(Stored records)
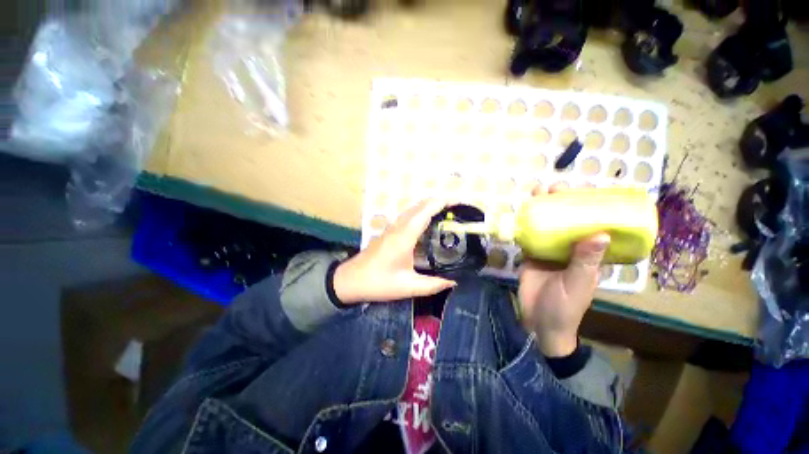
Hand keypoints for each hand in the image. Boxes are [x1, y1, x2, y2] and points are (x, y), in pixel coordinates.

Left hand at [333, 199, 456, 304]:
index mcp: (405, 236)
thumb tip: (453, 282)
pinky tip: (426, 223)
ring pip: (412, 209)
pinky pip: (407, 216)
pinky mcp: (388, 232)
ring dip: (428, 206)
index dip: (442, 203)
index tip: (458, 202)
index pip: (425, 211)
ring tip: (446, 213)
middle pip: (419, 206)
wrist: (350, 281)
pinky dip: (420, 213)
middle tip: (456, 209)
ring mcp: (392, 228)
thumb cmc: (378, 282)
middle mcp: (398, 227)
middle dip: (438, 202)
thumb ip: (432, 284)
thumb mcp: (407, 287)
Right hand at [518, 184, 609, 356]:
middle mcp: (569, 249)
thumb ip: (586, 260)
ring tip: (536, 193)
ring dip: (541, 209)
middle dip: (561, 203)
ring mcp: (549, 251)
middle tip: (554, 188)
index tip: (581, 190)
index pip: (592, 225)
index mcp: (588, 255)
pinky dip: (526, 224)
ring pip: (546, 226)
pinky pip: (529, 236)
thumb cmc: (565, 306)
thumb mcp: (577, 283)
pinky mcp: (531, 255)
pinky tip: (521, 212)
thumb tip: (601, 232)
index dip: (589, 206)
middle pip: (566, 221)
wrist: (539, 322)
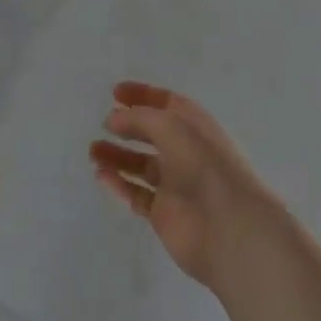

How to complete this task: Pull out every line holding "hand" from the records above, and copy it.

Result of this exercise:
Hand keypoints for each hand in the image. Boxes are [x1, y1, x2, y2] and points are (x, y), in pixel coordinates.
Left hand at [333, 199, 456, 304]:
Right hand at [518, 184, 609, 356]:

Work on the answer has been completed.